(Beginning of DATA FOR ANALYSIS)

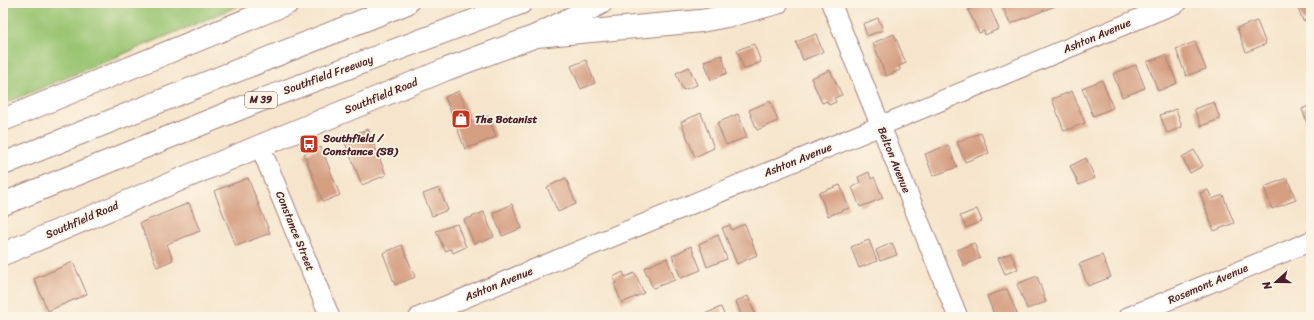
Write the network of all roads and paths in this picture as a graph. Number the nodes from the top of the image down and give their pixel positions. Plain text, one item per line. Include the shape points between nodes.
1 (288, 3) edge
2 (407, 3) edge
3 (521, 3) edge
4 (601, 3) edge
5 (777, 3) edge
6 (831, 3) edge
7 (1177, 3) edge
8 (536, 36) junction
9 (3, 120) edge
10 (880, 126) junction
11 (260, 146) junction
12 (3, 164) edge
13 (3, 204) edge
14 (1311, 241) edge
15 (3, 254) edge
16 (330, 317) edge
17 (419, 317) edge
18 (958, 317) edge
19 (1128, 317) edge

1 - 9 main road
2 - 12 main road
3 - 13 main road, Southfield Freeway / M 39 via 251,104
4 - 8 main road
5 - 8 main road, Southfield Road via 701,21
6 - 10 street, Belton Avenue
7 - 10 street, Ashton Avenue
8 - 11 main road, Southfield Road via 440,72
10 - 17 street, Ashton Avenue
10 - 18 street, Belton Avenue
11 - 15 main road, Southfield Road
11 - 16 street, Constance Street
14 - 19 street, Rosemont Avenue

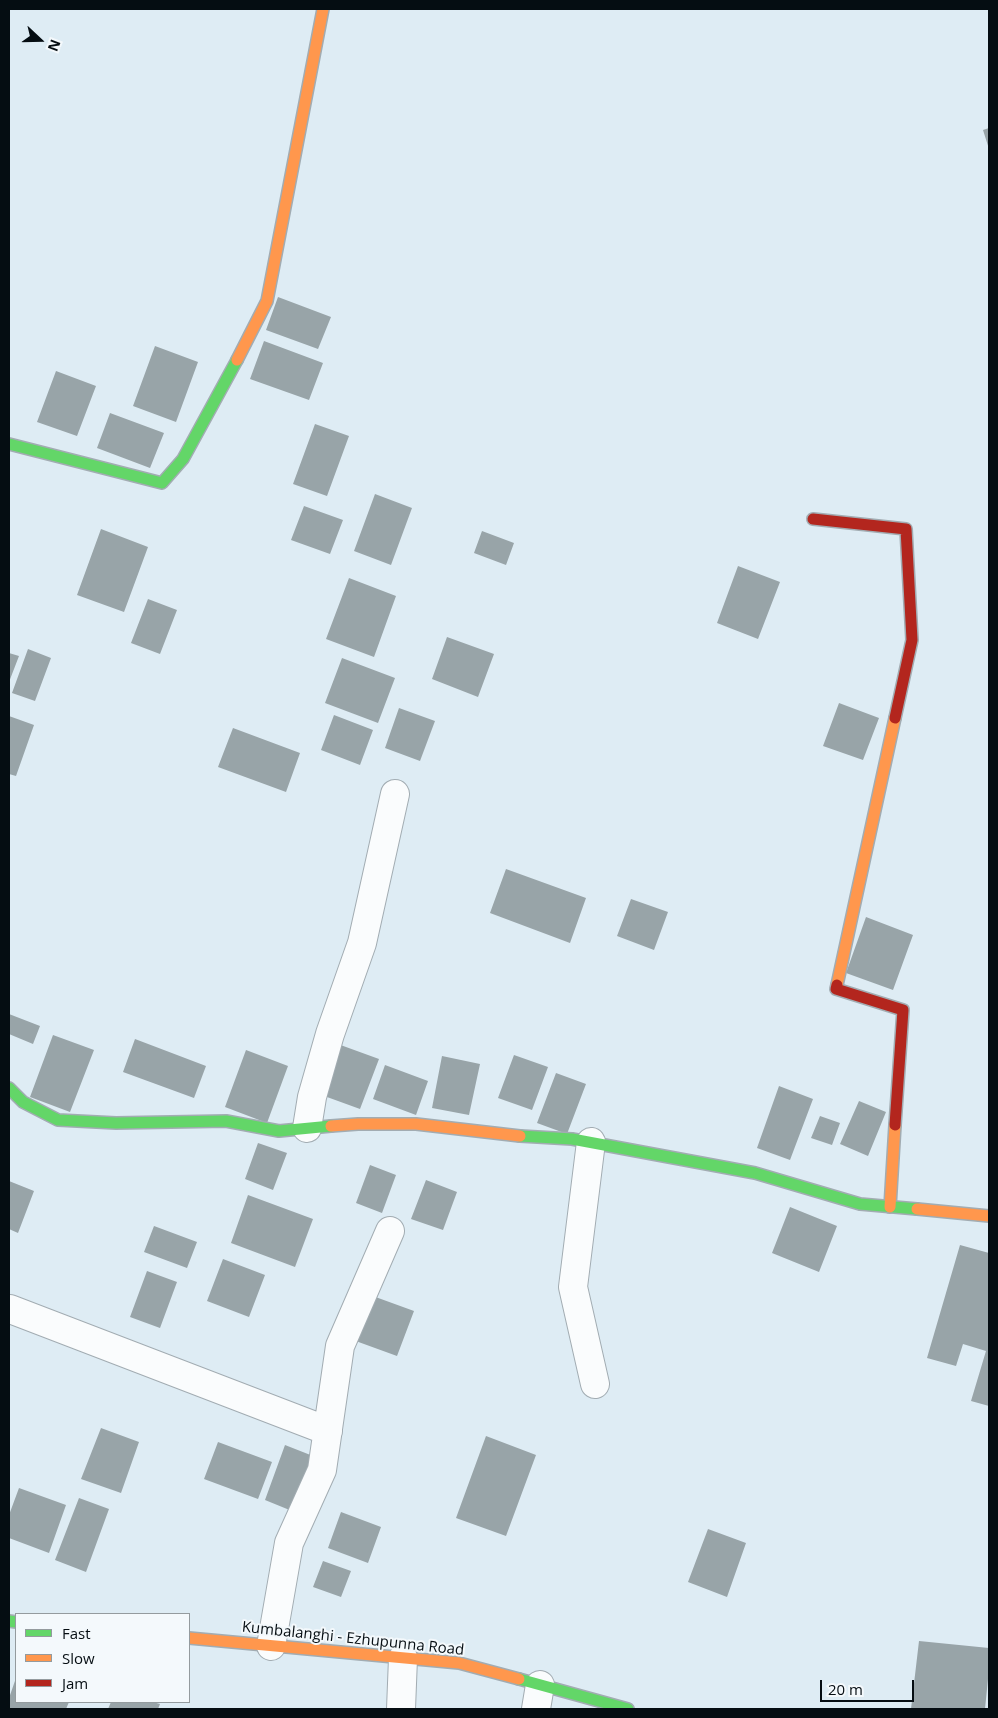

(End of DATA FOR ANALYSIS)

### TASK GOAL
Reproduce the lines above exactly, please, but not the pictures in them.

### COMPLETED TASK
Write the network of all roads and paths in this picture as a graph. Number the nodes from the top of the image down and give their pixel positions. Plain text, one item per line. Include the shape points between nodes.
1 (288, 3) edge
2 (407, 3) edge
3 (521, 3) edge
4 (601, 3) edge
5 (777, 3) edge
6 (831, 3) edge
7 (1177, 3) edge
8 (536, 36) junction
9 (3, 120) edge
10 (880, 126) junction
11 (260, 146) junction
12 (3, 164) edge
13 (3, 204) edge
14 (1311, 241) edge
15 (3, 254) edge
16 (330, 317) edge
17 (419, 317) edge
18 (958, 317) edge
19 (1128, 317) edge

1 - 9 main road
2 - 12 main road
3 - 13 main road, Southfield Freeway / M 39 via 251,104
4 - 8 main road
5 - 8 main road, Southfield Road via 701,21
6 - 10 street, Belton Avenue
7 - 10 street, Ashton Avenue
8 - 11 main road, Southfield Road via 440,72
10 - 17 street, Ashton Avenue
10 - 18 street, Belton Avenue
11 - 15 main road, Southfield Road
11 - 16 street, Constance Street
14 - 19 street, Rosemont Avenue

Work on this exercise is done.